EXCERPTED RECORDS:
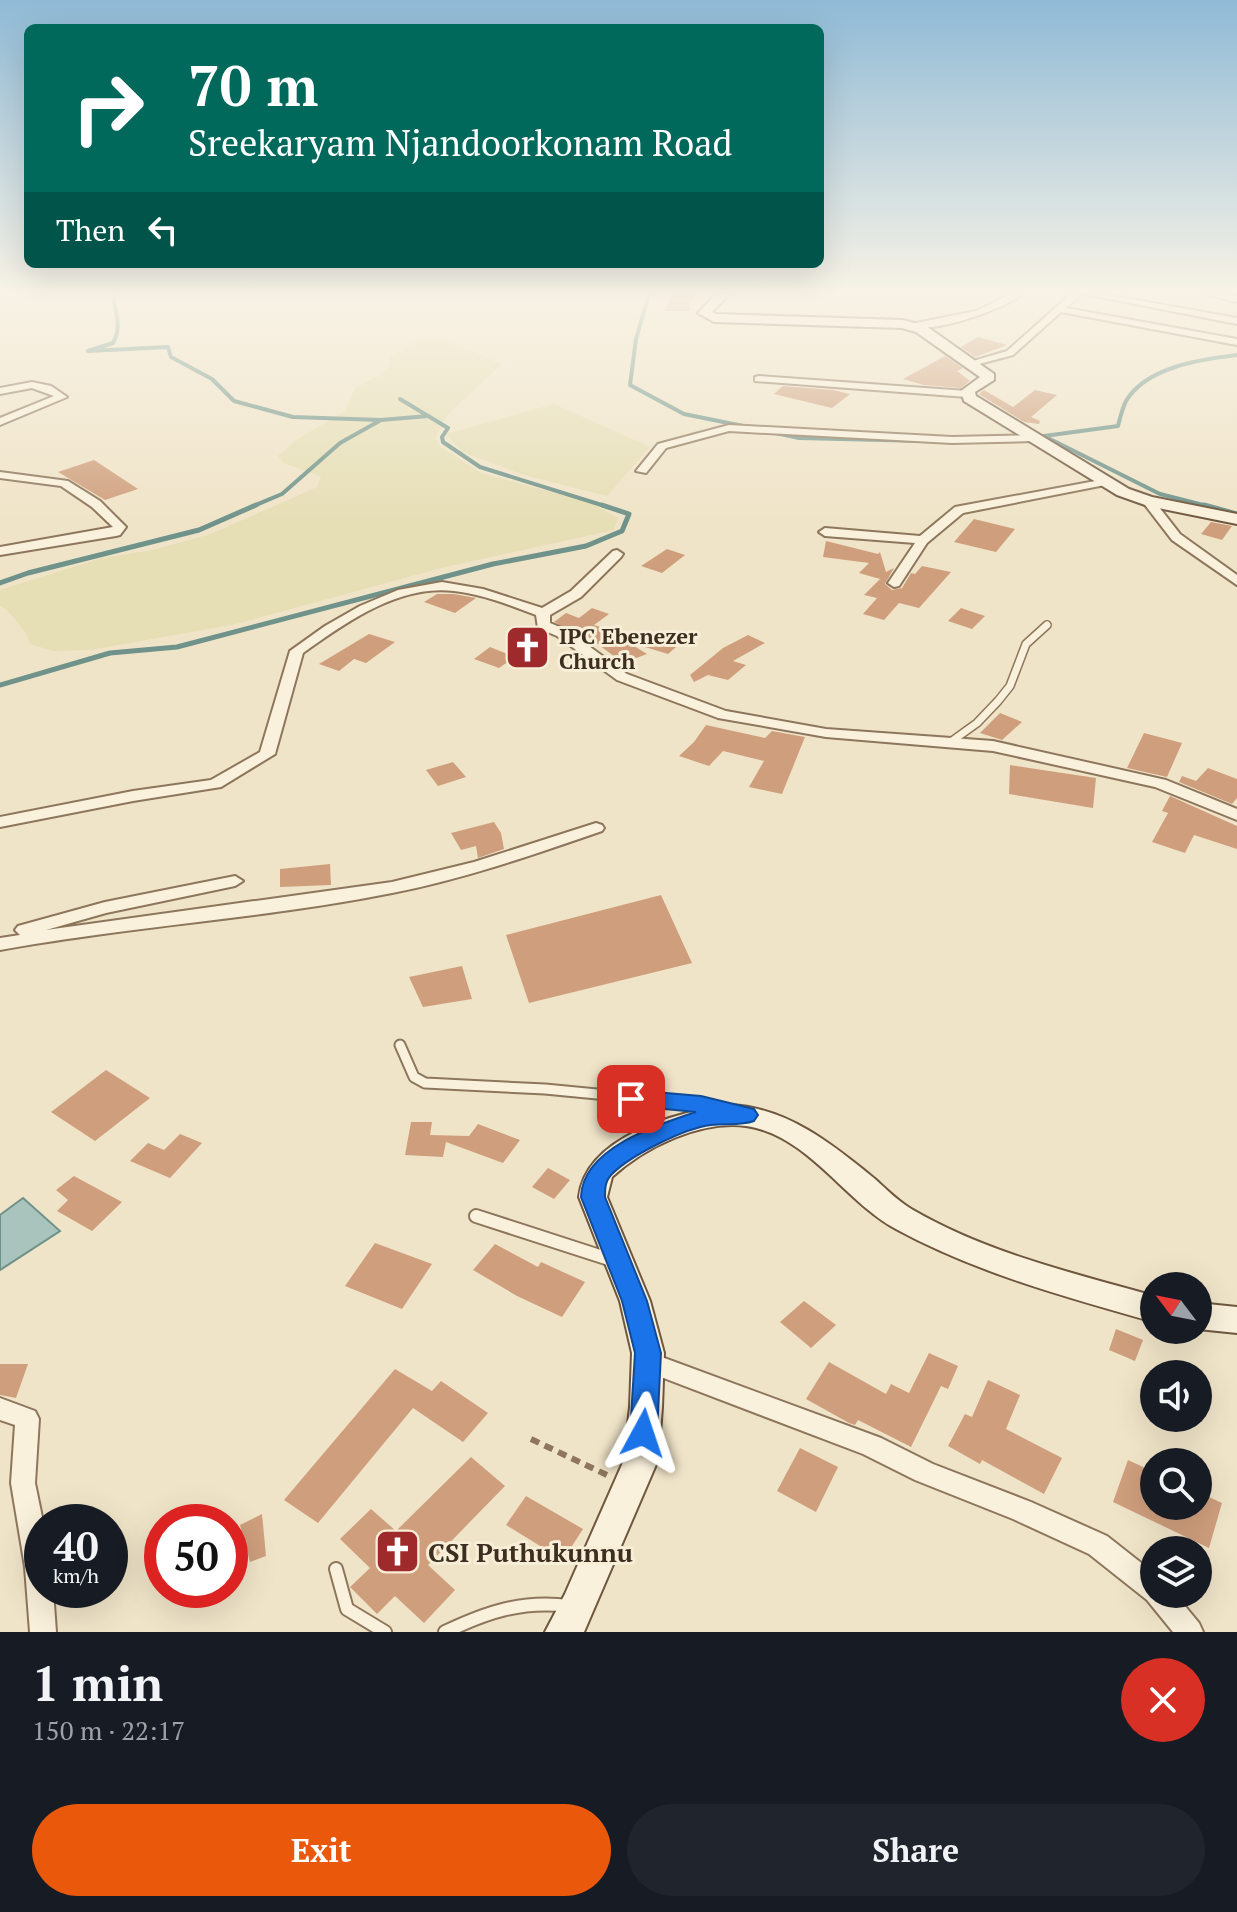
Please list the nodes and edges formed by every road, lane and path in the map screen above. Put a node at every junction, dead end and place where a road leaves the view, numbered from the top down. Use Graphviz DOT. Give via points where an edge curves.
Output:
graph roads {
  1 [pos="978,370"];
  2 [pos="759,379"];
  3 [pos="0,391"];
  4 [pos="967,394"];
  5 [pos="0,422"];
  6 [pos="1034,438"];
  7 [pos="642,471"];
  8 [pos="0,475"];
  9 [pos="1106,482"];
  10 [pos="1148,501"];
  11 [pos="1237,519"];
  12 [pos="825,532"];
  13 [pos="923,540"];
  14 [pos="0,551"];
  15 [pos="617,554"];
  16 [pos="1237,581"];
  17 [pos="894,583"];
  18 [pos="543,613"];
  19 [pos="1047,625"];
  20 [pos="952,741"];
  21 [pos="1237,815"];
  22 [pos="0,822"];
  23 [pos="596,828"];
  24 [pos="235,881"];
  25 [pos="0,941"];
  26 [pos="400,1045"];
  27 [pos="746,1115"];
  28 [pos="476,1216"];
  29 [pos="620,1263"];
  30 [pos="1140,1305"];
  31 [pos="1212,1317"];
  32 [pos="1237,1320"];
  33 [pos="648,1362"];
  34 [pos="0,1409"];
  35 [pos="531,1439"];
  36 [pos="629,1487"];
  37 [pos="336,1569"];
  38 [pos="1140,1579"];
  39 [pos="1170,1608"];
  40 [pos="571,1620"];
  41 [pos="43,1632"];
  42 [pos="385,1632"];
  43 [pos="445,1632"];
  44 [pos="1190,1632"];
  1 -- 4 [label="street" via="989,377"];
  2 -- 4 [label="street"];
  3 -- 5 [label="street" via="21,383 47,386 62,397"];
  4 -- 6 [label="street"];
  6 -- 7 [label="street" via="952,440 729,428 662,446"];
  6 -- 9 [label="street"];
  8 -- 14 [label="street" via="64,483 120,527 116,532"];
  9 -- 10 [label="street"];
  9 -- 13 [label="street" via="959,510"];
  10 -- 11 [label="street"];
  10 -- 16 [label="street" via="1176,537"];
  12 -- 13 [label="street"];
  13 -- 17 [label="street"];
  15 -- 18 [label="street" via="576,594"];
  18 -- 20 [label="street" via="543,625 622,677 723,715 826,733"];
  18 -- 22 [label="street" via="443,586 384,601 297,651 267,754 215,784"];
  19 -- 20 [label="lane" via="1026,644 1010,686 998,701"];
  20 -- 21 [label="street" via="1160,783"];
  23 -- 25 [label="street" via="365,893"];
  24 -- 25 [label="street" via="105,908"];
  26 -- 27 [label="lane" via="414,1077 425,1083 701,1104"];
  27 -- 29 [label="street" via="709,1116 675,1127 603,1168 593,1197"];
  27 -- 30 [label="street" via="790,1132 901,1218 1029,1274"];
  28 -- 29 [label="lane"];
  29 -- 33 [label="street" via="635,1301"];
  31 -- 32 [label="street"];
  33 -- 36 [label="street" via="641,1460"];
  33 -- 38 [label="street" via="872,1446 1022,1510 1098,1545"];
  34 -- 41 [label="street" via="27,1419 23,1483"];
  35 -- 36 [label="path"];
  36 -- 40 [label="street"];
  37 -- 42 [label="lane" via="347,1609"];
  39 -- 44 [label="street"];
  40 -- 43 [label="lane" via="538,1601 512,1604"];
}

--

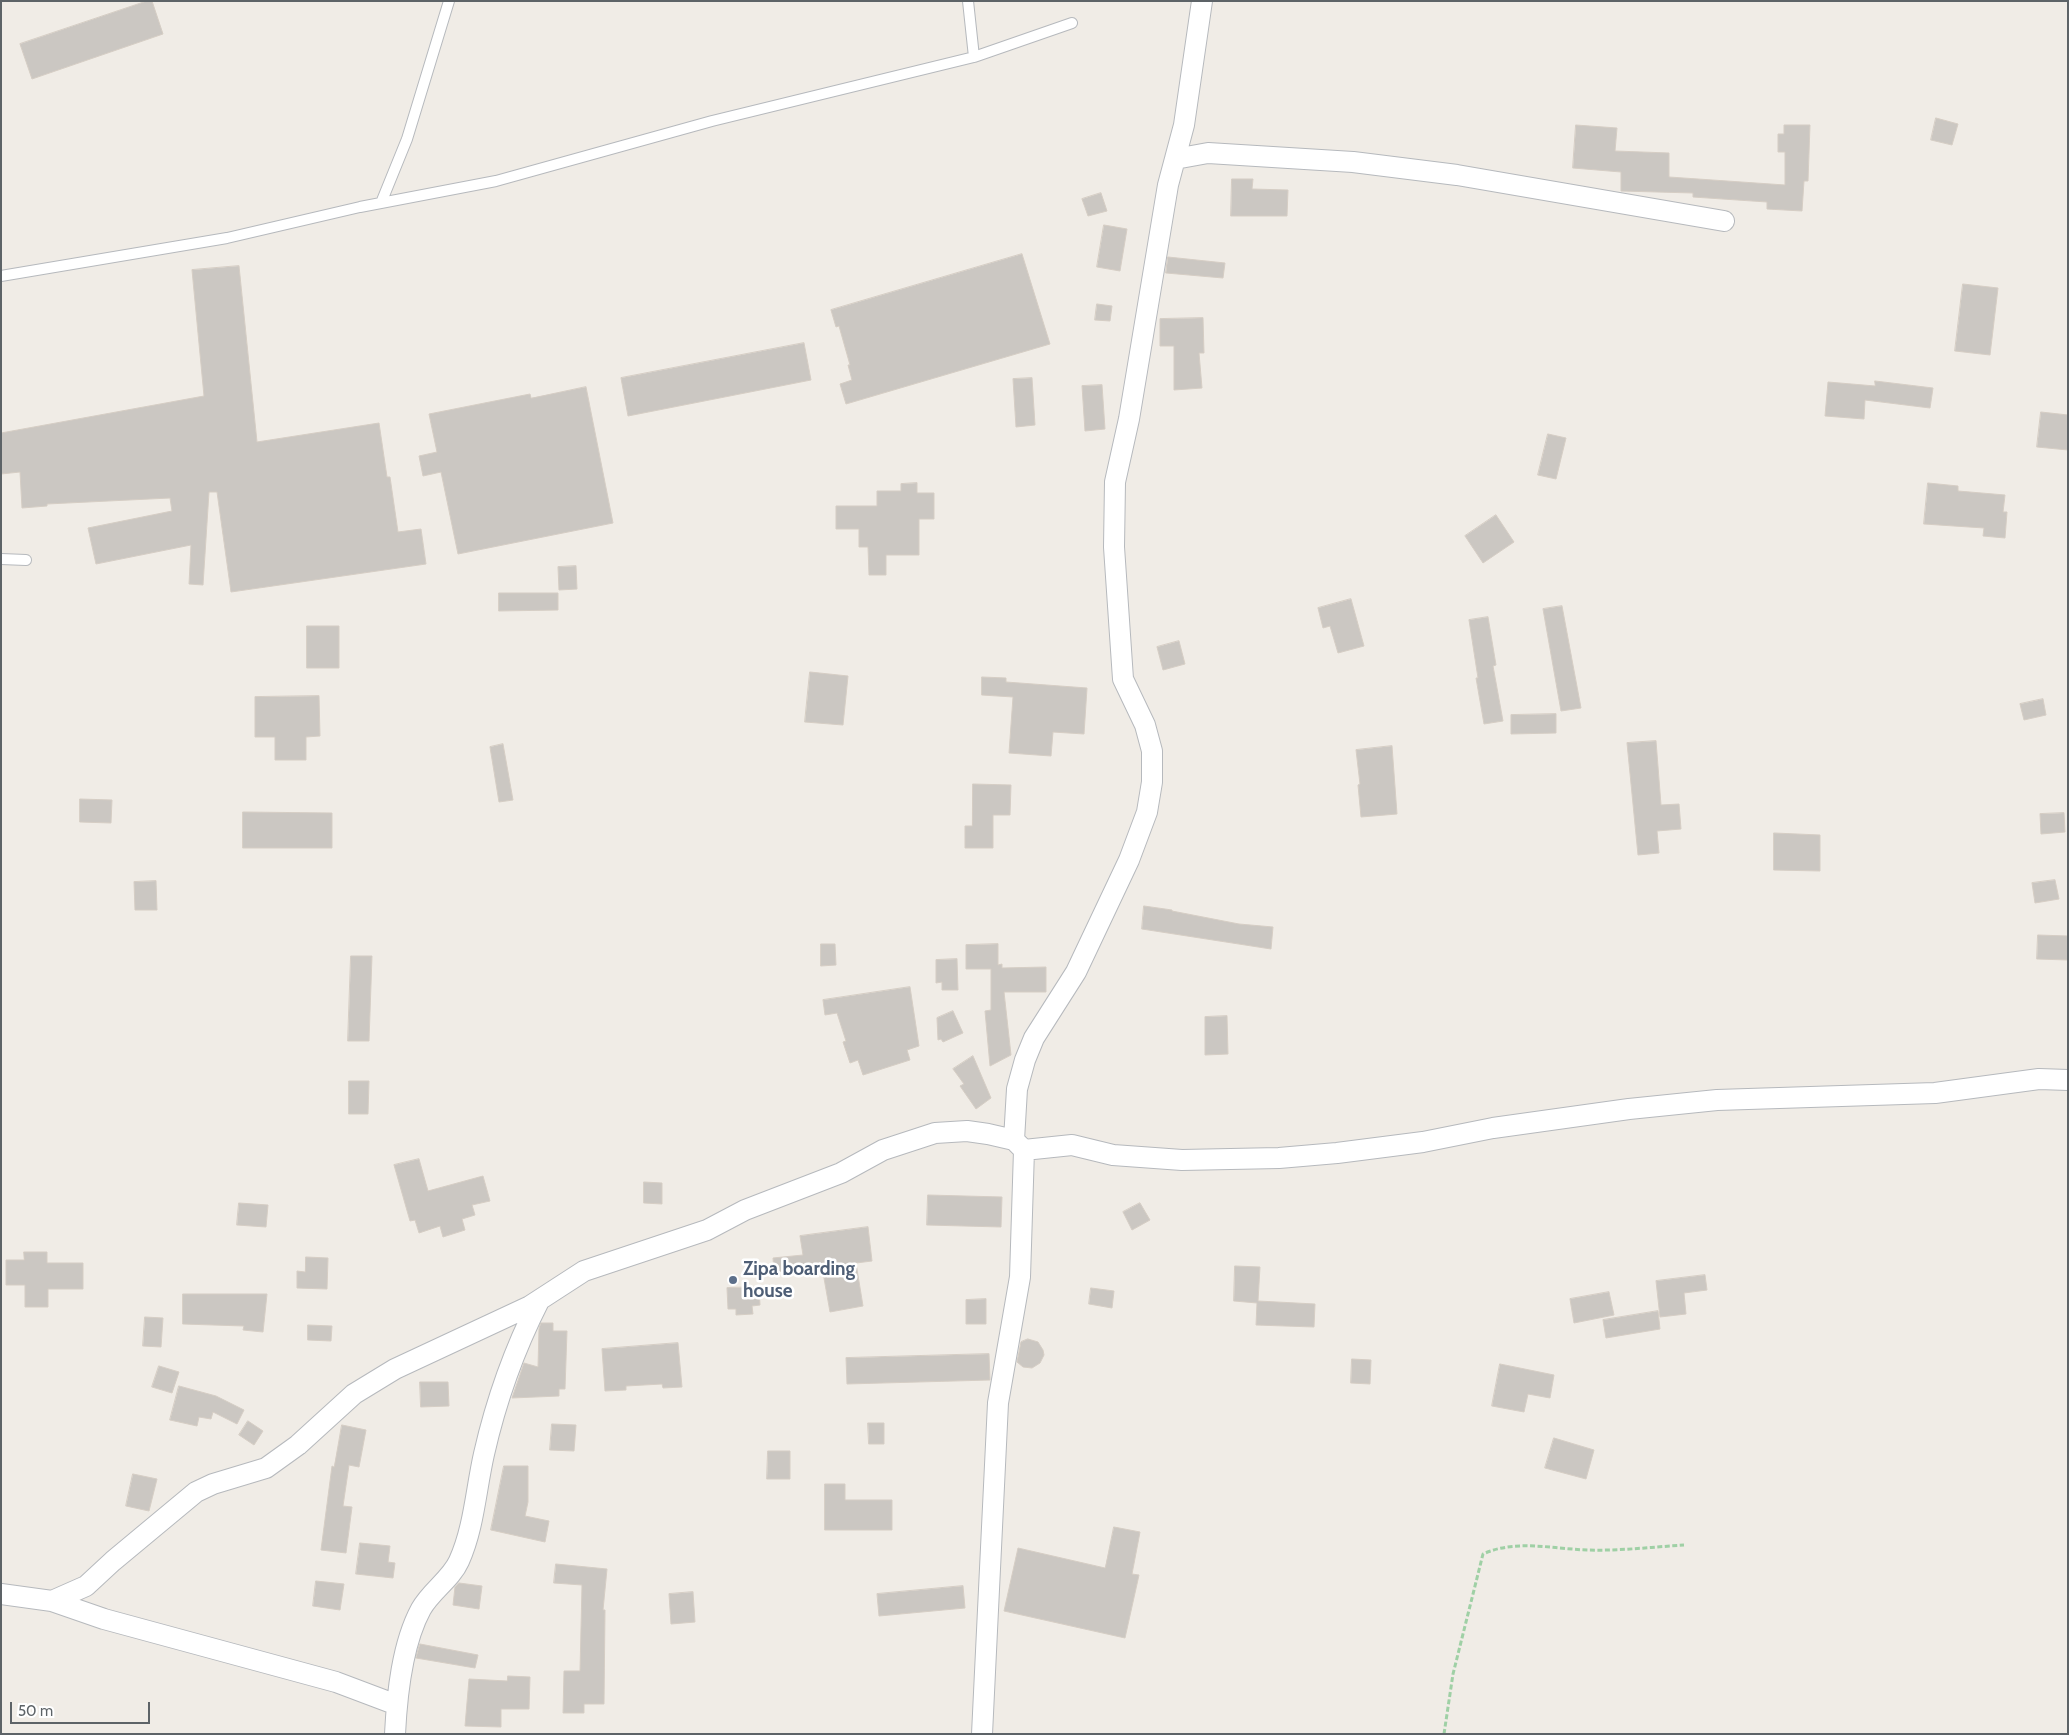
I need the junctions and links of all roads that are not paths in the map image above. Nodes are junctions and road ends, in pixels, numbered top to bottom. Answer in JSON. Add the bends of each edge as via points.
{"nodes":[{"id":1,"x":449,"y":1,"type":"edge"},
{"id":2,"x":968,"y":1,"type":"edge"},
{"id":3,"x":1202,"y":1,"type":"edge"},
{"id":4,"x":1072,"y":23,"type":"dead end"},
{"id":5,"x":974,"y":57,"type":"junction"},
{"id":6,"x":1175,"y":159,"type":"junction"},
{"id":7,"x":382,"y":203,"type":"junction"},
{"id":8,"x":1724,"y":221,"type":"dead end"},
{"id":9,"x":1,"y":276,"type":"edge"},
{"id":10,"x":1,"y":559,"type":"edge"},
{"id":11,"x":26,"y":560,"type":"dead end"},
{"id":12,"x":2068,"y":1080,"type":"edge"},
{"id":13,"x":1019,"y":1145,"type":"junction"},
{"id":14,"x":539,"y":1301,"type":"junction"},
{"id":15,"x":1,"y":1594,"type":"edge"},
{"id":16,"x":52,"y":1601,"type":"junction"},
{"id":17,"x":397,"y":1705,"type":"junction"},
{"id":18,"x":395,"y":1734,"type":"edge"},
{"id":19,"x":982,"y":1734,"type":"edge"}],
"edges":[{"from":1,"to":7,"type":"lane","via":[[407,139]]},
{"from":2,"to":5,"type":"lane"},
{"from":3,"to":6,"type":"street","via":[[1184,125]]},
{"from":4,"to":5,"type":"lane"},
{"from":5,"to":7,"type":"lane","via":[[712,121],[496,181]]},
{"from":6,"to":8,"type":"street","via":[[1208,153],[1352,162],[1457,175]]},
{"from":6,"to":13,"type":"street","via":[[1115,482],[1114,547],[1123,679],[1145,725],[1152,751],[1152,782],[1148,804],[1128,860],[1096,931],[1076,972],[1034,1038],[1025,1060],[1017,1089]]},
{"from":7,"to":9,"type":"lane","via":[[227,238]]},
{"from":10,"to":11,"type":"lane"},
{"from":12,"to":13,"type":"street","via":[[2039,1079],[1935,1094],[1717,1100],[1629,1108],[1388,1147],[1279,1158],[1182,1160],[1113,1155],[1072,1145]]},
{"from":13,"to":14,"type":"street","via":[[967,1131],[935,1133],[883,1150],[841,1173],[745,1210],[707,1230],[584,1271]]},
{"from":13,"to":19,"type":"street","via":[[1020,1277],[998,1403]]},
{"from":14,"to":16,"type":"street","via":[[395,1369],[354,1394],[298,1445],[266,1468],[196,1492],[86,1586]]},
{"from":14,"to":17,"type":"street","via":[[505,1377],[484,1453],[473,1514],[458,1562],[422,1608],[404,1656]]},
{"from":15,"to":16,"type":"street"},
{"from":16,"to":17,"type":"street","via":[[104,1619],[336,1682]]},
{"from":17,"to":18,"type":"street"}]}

ACTIVITY: Show every line of the data in which the word "points" appears.

WRITTEN SOLUTION:
Please list the nodes and edges formed by every road, lane and path in the map screen above. Put a node at every junction, dead end and place where a road leaves the view, numbered from the top down. Use Graphviz DOT. Give via points where an edge curves.
I need the junctions and links of all roads that are not paths in the map image above. Nodes are junctions and road ends, in pixels, numbered top to bottom. Answer in JSON. Add the bends of each edge as via points.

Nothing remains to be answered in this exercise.